Stored data entries:
---------------

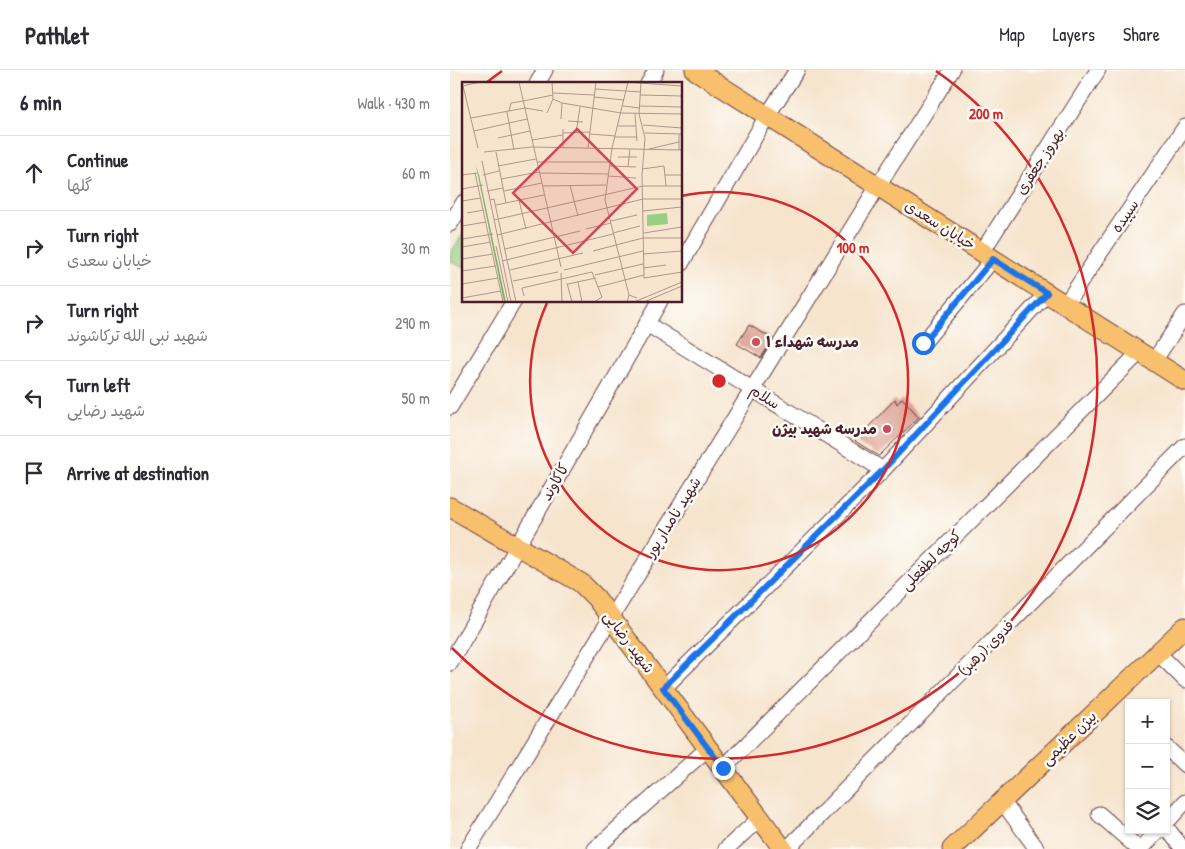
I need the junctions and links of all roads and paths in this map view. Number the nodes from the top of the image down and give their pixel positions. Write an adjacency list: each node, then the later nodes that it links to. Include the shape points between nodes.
1 (545, 70): 7 (street)
2 (656, 70): 8 (street)
3 (695, 70): 9 (main road, خیابان سعدی)
4 (797, 70): 9 (street)
5 (952, 70): 11 (street, شهید نامدار پور)
6 (1098, 70): 14 (street, بهروز جعفری)
7 (538, 82)
8 (649, 82)
9 (768, 116): 11 (main road, خیابان سعدی); 15 (street)
10 (1185, 127): 19 (street, سپیده)
11 (878, 186): 14 (main road, خیابان سعدی); 25 (street, شهید نامدار پور)
12 (462, 205): 13 (street)
13 (450, 224)
14 (987, 255): 16 (main road, خیابان سعدی); 22 (street, بهروز جعفری)
15 (682, 262)
16 (1047, 293): 19 (main road, خیابان سعدی); 28 (street)
17 (513, 302): 26 (street)
18 (657, 302): 21 (street, کاکاوند)
19 (1065, 304): 23 (main road, خیابان سعدی)
20 (1185, 314): 23 (street, کوچه لطفعلی)
21 (647, 324): 25 (street, سلام); 30 (street, کاکاوند)
22 (923, 343)
23 (1147, 356): 24 (main road, خیابان سعدی); 40 (street, کوچه لطفعلی)
24 (1185, 380)
25 (752, 389): 28 (street, سلام); 31 (street, شهید نامدار پور)
26 (450, 407)
27 (1185, 446): 50 (street, فدوی (رهبر))
28 (883, 470): 36 (street)
29 (450, 507): 30 (main road, شهید رضایی)
30 (518, 546): 31 (main road, شهید رضایی, via 581,583); 34 (street, کاکاوند)
31 (611, 618): 36 (main road, شهید رضایی); 46 (street, شهید نامدار پور)
32 (1185, 626): 33 (main road, بیژن عظیمی)
33 (1158, 653): 35 (street); 41 (main road, بیژن عظیمی)
34 (450, 663)
35 (1185, 680)
36 (663, 688): 37 (main road, شهید رضایی)
37 (708, 748): 40 (main road, شهید رضایی); 47 (street)
38 (1170, 751): 39 (street)
39 (1185, 765)
40 (723, 768): 43 (main road, شهید رضایی)
41 (1002, 802): 51 (main road, بیژن عظیمی); 52 (street)
42 (1099, 814): 53 (street)
43 (760, 818): 48 (street); 49 (main road, شهید رضایی)
44 (1170, 833): 54 (street)
45 (1155, 834): 53 (street)
46 (468, 849)
47 (595, 849)
48 (726, 849)
49 (783, 849)
50 (787, 849)
51 (952, 849)
52 (1037, 849)
53 (1140, 849)
54 (1183, 849)

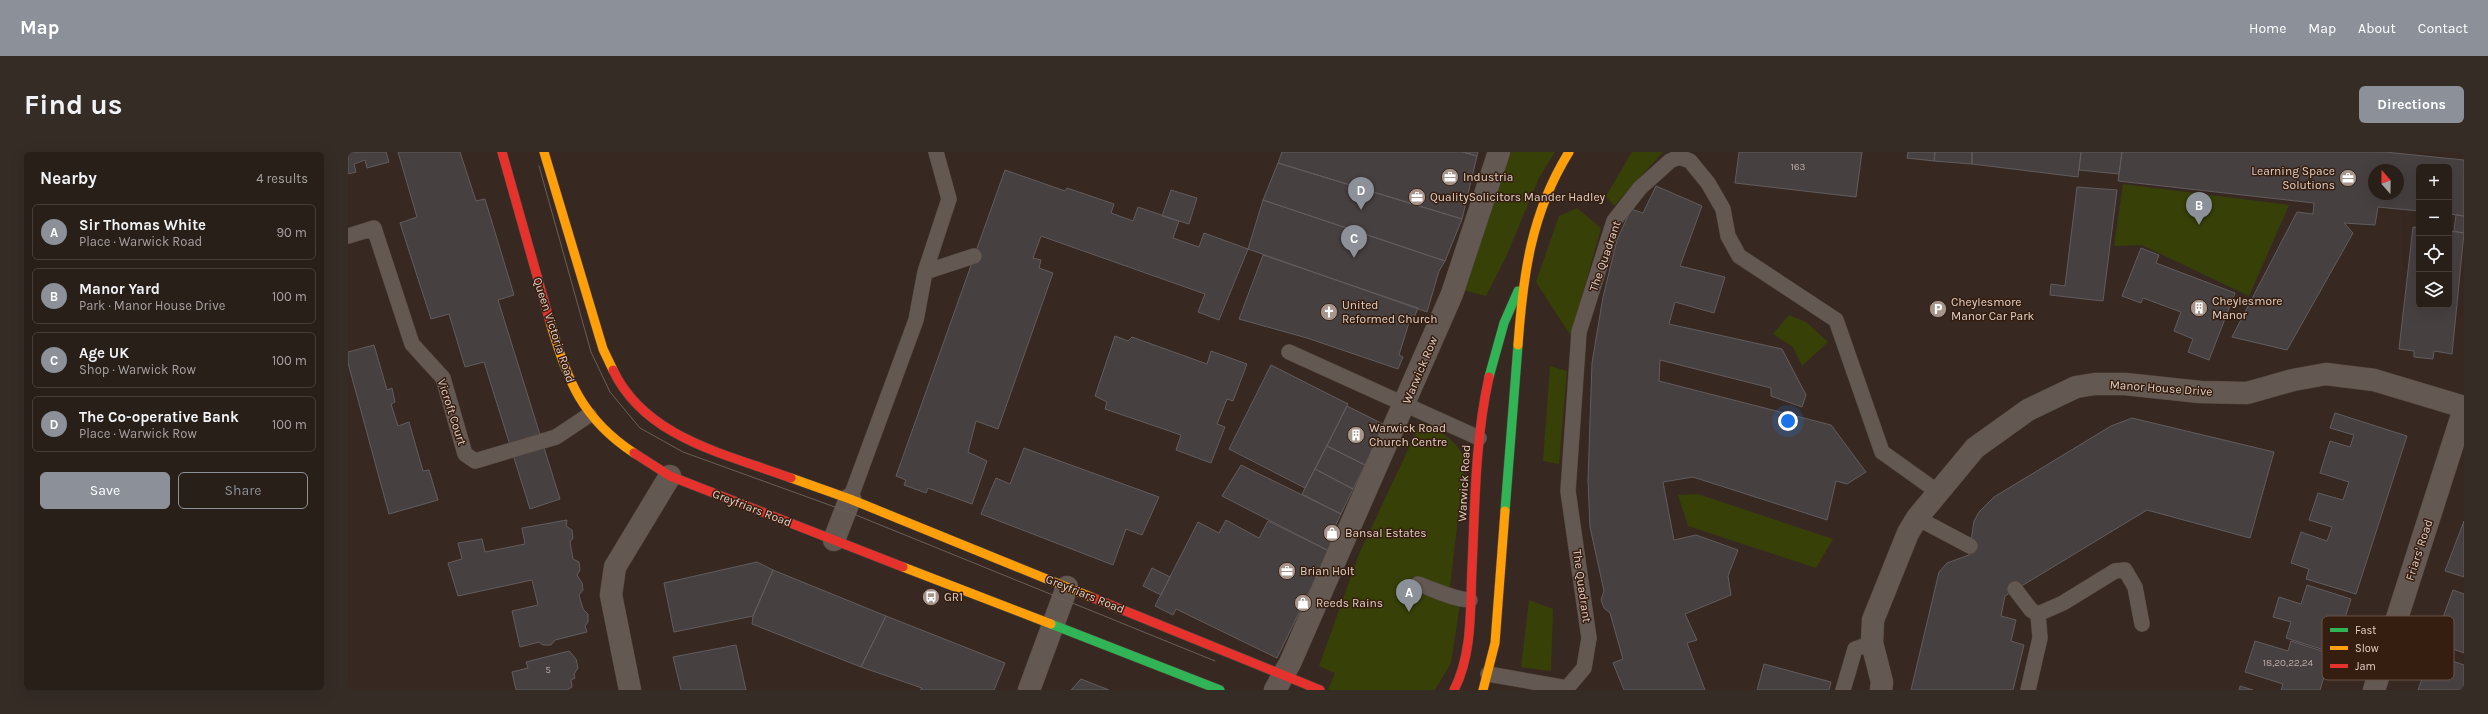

---------------

> _What is expected_
Pictures are to be dropped, and every record is to be copied exactly.

> _Task answer_
I need the junctions and links of all roads and paths in this map view. Number the nodes from the top of the image down and give their pixel positions. Write an adjacency list: each node, then the later nodes that it links to. Include the shape points between nodes.
1 (545, 70): 7 (street)
2 (656, 70): 8 (street)
3 (695, 70): 9 (main road, خیابان سعدی)
4 (797, 70): 9 (street)
5 (952, 70): 11 (street, شهید نامدار پور)
6 (1098, 70): 14 (street, بهروز جعفری)
7 (538, 82)
8 (649, 82)
9 (768, 116): 11 (main road, خیابان سعدی); 15 (street)
10 (1185, 127): 19 (street, سپیده)
11 (878, 186): 14 (main road, خیابان سعدی); 25 (street, شهید نامدار پور)
12 (462, 205): 13 (street)
13 (450, 224)
14 (987, 255): 16 (main road, خیابان سعدی); 22 (street, بهروز جعفری)
15 (682, 262)
16 (1047, 293): 19 (main road, خیابان سعدی); 28 (street)
17 (513, 302): 26 (street)
18 (657, 302): 21 (street, کاکاوند)
19 (1065, 304): 23 (main road, خیابان سعدی)
20 (1185, 314): 23 (street, کوچه لطفعلی)
21 (647, 324): 25 (street, سلام); 30 (street, کاکاوند)
22 (923, 343)
23 (1147, 356): 24 (main road, خیابان سعدی); 40 (street, کوچه لطفعلی)
24 (1185, 380)
25 (752, 389): 28 (street, سلام); 31 (street, شهید نامدار پور)
26 (450, 407)
27 (1185, 446): 50 (street, فدوی (رهبر))
28 (883, 470): 36 (street)
29 (450, 507): 30 (main road, شهید رضایی)
30 (518, 546): 31 (main road, شهید رضایی, via 581,583); 34 (street, کاکاوند)
31 (611, 618): 36 (main road, شهید رضایی); 46 (street, شهید نامدار پور)
32 (1185, 626): 33 (main road, بیژن عظیمی)
33 (1158, 653): 35 (street); 41 (main road, بیژن عظیمی)
34 (450, 663)
35 (1185, 680)
36 (663, 688): 37 (main road, شهید رضایی)
37 (708, 748): 40 (main road, شهید رضایی); 47 (street)
38 (1170, 751): 39 (street)
39 (1185, 765)
40 (723, 768): 43 (main road, شهید رضایی)
41 (1002, 802): 51 (main road, بیژن عظیمی); 52 (street)
42 (1099, 814): 53 (street)
43 (760, 818): 48 (street); 49 (main road, شهید رضایی)
44 (1170, 833): 54 (street)
45 (1155, 834): 53 (street)
46 (468, 849)
47 (595, 849)
48 (726, 849)
49 (783, 849)
50 (787, 849)
51 (952, 849)
52 (1037, 849)
53 (1140, 849)
54 (1183, 849)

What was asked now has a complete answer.